Pismo do sądu nic nie da. Budynek jest własnością spółdzielni i to
spóldzielnia
ma prawo decydować co zostanie umieszczone na dachu, a tu jeszcze dochodzi
sprawa pociągnięcia kabla przez 14 pięter. Ja proponuję następujące
rozwiązanie:
- skierować oficjalne pismo do spółdzielni konkretnie opisując sprawę -
czyli gdzie
będzie zamontowana antena, którędy pójdzie kabel (warto dodać, że nie będzie
psuł widoku elewacji, itp.)
- jeśli odpowiedź będzie negatywna, to najlepiej skontaktować się z kimś z
Rady Nadzorczej spółdzielni (najlepiej osobiście) i złożyć odwołanie
od decyzji spóldzielni. Członkami rady są członkowie spółdzielni (mimo, że
często są w dobrej komitywie z zarządem), ale na pewno lepiej im wytłumaczyć
swoją sprawę niż pracownikom spółdzielni.

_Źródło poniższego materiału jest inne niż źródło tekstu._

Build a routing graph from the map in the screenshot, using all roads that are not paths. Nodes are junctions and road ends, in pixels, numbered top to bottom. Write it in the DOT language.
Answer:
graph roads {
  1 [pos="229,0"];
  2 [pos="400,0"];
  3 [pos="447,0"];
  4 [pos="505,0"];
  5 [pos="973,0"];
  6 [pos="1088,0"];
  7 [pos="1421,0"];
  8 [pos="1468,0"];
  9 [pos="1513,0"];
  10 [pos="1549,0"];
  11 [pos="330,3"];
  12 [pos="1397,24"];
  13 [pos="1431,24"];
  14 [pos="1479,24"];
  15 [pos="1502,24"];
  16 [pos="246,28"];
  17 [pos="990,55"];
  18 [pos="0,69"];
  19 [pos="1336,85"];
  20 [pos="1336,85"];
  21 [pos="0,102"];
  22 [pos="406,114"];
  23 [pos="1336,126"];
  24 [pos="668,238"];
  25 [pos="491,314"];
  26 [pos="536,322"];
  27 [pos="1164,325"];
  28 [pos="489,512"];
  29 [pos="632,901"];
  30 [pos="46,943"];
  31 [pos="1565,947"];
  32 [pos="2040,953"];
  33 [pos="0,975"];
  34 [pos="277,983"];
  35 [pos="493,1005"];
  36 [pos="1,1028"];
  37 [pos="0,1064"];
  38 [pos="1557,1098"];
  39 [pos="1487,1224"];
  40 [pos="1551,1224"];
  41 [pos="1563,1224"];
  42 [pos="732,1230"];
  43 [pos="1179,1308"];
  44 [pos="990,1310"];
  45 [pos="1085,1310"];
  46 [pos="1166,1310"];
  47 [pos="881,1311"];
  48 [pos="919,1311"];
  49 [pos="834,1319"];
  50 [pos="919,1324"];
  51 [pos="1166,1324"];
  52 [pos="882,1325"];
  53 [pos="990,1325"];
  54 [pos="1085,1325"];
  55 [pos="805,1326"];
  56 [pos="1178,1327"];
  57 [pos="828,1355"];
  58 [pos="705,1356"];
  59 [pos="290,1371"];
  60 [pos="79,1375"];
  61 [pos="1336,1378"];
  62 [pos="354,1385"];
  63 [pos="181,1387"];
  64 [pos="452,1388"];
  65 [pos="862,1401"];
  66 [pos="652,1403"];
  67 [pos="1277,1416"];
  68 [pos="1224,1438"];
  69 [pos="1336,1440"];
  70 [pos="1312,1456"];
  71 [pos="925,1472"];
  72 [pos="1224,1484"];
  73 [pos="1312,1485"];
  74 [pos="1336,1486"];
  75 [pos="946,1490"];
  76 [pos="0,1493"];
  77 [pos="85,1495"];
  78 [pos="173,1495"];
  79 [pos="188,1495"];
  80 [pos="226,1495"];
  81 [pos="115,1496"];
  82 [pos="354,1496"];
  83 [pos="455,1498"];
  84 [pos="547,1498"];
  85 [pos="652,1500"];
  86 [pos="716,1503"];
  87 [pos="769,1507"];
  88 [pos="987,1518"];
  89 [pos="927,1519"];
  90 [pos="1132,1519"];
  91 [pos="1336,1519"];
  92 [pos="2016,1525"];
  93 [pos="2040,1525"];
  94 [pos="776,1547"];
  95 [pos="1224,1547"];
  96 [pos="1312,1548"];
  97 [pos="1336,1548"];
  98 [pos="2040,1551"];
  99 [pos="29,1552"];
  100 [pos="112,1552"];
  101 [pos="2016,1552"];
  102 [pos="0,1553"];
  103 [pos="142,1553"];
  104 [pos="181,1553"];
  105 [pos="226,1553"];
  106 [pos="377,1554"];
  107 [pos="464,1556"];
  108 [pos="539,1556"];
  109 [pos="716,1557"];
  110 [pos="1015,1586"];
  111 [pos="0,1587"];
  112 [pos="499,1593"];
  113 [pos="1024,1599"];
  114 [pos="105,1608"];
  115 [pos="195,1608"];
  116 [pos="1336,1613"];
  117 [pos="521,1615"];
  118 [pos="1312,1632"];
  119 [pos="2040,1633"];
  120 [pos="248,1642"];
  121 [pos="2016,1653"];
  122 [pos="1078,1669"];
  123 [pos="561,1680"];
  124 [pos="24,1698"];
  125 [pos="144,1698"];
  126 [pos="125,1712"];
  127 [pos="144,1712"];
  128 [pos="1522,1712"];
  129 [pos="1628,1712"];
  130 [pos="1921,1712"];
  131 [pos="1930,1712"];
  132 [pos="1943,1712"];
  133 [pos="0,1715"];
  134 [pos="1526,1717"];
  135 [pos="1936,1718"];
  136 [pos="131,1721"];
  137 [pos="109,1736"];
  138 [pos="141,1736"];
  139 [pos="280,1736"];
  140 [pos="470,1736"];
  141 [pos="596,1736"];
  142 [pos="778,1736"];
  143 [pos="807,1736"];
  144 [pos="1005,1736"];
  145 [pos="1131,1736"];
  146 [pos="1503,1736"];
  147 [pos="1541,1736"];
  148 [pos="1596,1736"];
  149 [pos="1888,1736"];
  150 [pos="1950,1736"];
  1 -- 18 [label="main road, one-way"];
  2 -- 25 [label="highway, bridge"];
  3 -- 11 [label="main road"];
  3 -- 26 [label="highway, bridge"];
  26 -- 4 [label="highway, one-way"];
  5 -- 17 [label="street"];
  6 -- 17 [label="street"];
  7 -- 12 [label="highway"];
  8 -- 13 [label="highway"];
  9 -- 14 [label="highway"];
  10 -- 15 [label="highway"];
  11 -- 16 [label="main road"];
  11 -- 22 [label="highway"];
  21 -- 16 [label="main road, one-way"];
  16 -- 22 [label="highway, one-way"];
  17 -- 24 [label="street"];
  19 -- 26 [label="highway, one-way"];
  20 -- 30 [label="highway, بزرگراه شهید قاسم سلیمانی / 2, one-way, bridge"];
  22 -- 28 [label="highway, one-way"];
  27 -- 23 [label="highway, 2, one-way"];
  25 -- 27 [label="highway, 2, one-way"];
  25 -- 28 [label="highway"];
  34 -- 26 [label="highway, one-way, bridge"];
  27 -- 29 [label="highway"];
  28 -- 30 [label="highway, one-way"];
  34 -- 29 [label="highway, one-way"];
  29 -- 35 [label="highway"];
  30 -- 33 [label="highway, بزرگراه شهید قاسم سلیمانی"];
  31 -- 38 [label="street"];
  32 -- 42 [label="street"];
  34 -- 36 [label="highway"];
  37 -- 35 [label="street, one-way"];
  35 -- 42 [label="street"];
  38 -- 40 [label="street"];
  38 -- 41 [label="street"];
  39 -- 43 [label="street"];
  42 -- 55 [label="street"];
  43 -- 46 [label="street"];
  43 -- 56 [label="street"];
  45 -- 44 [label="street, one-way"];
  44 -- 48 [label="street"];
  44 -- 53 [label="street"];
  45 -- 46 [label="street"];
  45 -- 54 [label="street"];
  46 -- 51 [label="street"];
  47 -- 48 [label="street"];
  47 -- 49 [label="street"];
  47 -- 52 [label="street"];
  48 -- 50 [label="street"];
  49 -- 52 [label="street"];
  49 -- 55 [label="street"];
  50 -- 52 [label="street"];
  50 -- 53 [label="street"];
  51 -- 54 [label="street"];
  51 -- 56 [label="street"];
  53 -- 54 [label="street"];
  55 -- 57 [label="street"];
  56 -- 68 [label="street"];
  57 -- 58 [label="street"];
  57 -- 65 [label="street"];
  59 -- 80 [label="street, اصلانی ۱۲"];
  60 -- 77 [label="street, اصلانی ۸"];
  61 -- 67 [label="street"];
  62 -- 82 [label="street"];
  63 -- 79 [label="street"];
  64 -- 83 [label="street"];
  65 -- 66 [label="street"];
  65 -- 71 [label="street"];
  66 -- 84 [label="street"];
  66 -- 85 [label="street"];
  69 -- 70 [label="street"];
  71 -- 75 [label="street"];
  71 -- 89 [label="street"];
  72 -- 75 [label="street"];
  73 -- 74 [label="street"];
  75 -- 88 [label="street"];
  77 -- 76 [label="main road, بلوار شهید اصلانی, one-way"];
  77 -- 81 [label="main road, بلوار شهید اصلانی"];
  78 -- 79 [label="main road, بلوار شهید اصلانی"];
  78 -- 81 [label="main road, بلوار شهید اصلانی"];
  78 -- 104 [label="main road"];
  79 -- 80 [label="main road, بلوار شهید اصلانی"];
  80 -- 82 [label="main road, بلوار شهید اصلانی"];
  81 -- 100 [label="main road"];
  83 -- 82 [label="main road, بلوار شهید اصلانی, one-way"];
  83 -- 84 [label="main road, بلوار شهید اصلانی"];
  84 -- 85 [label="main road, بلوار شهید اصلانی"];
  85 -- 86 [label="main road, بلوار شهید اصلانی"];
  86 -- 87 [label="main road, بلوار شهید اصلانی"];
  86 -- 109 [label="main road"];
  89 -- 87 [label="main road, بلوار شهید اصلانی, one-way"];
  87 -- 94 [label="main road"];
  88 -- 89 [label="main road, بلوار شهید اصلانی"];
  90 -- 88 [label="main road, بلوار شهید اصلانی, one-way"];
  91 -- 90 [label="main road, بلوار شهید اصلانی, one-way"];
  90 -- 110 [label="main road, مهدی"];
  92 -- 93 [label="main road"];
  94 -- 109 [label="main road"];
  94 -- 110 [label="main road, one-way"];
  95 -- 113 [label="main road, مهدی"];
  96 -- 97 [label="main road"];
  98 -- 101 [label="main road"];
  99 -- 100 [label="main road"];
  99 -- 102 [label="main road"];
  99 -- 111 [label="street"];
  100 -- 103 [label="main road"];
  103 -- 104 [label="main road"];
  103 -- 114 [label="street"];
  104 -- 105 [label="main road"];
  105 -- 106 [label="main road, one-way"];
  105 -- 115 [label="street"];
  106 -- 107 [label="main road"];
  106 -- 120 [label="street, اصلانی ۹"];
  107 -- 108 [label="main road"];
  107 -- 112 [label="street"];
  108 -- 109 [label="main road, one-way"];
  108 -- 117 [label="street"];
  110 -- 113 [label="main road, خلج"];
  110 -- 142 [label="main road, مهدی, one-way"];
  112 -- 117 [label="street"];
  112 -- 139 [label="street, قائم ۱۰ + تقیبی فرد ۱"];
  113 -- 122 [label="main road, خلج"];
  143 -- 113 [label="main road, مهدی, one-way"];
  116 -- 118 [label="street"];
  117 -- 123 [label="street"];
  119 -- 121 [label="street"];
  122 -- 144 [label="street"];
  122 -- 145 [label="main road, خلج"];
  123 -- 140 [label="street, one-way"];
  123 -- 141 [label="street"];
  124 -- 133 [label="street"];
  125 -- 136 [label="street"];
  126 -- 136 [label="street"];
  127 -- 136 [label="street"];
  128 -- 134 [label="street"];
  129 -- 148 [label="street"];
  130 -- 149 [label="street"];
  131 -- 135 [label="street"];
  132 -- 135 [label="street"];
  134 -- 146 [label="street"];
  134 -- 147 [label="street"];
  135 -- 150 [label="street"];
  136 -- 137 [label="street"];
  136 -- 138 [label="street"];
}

- jeśli i to nie pomoże, to pozostają dwie drogi odwołanie do Walnego
(odbywa się coś takiego co roku) i/lub do sądu, ale o ile w pierwszym
przypadku
masz pewne sansze (choćby zarząd spółdzielni może się w końcu zgodzić dla
"świętego spokoju"), to w tym drugim nie bardzo widzę paragraf na jaki by
się
powołać.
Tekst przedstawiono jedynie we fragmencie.